Xが所属する労働組合は、この病気は業務に起因するものなので職業病として取り扱い、休職期間満了による退職扱いを回避するよう会社に申し入れていた。
しかし、Y社はB医師から疾病が業務に起因しないとの回答を得た上で、Xに3名の医師を指定していずれかの診断を受けるように指示。
Xはこれに応じなかったため、Y社は休職期間満了でXを退職扱いとした。
退職について労働組合が団体交渉を申し入れたがY社は応じず。労働組合が不当労働行為として労働委員会に救済命令を求めたところ、労働委員会はこれを容認。それを不服としてY社が提訴した。

京セラ事件の判決
一審ではY社の請求は棄却されたが、二審の東京高裁では不当労働行為とは言えないとして、Y社の訴えが認められている。
判決のポイントは、今回のケースで、Y社がXに対して専門医の診断を受けるように求めることは、労使間における信義則や公平の観念に照らして合理的であるということ。

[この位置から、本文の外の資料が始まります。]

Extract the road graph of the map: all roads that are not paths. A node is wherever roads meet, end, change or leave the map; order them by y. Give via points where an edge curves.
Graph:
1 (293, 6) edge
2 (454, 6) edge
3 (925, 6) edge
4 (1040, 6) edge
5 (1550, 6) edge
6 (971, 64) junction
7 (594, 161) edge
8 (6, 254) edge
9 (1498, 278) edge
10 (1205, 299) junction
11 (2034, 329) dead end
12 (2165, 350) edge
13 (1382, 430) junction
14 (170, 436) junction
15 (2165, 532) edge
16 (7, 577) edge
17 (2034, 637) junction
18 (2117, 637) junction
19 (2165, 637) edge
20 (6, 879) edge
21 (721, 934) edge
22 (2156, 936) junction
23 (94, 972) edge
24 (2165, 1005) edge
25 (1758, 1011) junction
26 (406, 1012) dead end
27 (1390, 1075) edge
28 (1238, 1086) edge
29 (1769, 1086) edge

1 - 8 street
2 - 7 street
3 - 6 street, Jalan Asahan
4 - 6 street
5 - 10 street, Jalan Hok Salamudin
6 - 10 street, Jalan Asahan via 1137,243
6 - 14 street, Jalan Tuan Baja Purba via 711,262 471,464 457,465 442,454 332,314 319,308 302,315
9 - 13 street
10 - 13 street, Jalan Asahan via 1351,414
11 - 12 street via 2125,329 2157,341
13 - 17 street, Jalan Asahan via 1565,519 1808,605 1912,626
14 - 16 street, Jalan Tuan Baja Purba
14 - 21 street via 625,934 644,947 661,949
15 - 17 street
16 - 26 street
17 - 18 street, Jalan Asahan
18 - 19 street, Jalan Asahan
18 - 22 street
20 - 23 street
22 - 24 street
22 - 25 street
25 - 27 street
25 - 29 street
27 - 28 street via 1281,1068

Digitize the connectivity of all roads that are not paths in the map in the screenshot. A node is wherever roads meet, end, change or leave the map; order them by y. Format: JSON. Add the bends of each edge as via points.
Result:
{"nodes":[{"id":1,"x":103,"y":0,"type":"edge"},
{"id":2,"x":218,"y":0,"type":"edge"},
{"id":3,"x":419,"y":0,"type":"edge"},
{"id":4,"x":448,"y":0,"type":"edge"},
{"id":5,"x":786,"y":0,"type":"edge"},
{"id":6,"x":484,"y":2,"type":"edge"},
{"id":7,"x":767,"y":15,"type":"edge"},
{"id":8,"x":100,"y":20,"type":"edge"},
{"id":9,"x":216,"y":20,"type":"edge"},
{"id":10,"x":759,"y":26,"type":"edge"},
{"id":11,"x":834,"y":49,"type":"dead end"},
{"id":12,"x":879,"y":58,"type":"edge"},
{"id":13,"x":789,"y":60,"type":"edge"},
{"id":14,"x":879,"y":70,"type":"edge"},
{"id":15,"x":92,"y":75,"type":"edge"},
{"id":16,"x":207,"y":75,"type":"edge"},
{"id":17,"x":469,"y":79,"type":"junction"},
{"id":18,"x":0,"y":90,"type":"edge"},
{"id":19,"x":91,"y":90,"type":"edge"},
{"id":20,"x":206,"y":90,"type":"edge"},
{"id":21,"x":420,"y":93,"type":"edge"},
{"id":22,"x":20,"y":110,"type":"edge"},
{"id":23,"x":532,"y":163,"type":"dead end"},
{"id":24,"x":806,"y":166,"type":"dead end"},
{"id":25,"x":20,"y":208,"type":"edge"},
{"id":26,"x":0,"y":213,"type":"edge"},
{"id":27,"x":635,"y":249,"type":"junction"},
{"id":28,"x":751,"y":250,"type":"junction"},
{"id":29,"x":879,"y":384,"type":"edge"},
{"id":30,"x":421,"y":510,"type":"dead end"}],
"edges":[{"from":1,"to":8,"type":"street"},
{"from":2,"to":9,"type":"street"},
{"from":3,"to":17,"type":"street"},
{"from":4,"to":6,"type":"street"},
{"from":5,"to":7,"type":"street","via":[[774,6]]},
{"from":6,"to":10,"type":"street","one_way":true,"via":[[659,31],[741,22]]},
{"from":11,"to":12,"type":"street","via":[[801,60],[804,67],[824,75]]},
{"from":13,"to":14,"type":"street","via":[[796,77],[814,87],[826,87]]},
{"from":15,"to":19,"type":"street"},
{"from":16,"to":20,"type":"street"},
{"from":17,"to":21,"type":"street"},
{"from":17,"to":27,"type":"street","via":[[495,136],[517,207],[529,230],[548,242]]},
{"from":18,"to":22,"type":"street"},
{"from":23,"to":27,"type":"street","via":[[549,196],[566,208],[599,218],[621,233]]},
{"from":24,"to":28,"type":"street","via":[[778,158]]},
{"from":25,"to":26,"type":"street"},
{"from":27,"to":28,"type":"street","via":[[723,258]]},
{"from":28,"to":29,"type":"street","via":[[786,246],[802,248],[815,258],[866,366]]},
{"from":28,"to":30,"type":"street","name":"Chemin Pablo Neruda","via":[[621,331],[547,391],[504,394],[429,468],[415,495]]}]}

従業員であるXの疾病が業務に起因するものであるかは、当然会社として大きな関心事である。しかし、Xは就業規則等に定めがないことを主な理由に、医師の受診を拒んでいた。
Xにも医師の選択の自由があり、その部分に関しては会社と争う余地は十分にある。例えば、指定された医師の診断に不満がある場合は、自分で医師を選んで再度診断を受ける等の権利は認められる。
しかしながら、会社側の合理的な要求に対して、診断そのものを拒否する理由としては、「就業規則に定めがない」では弱かったということだ。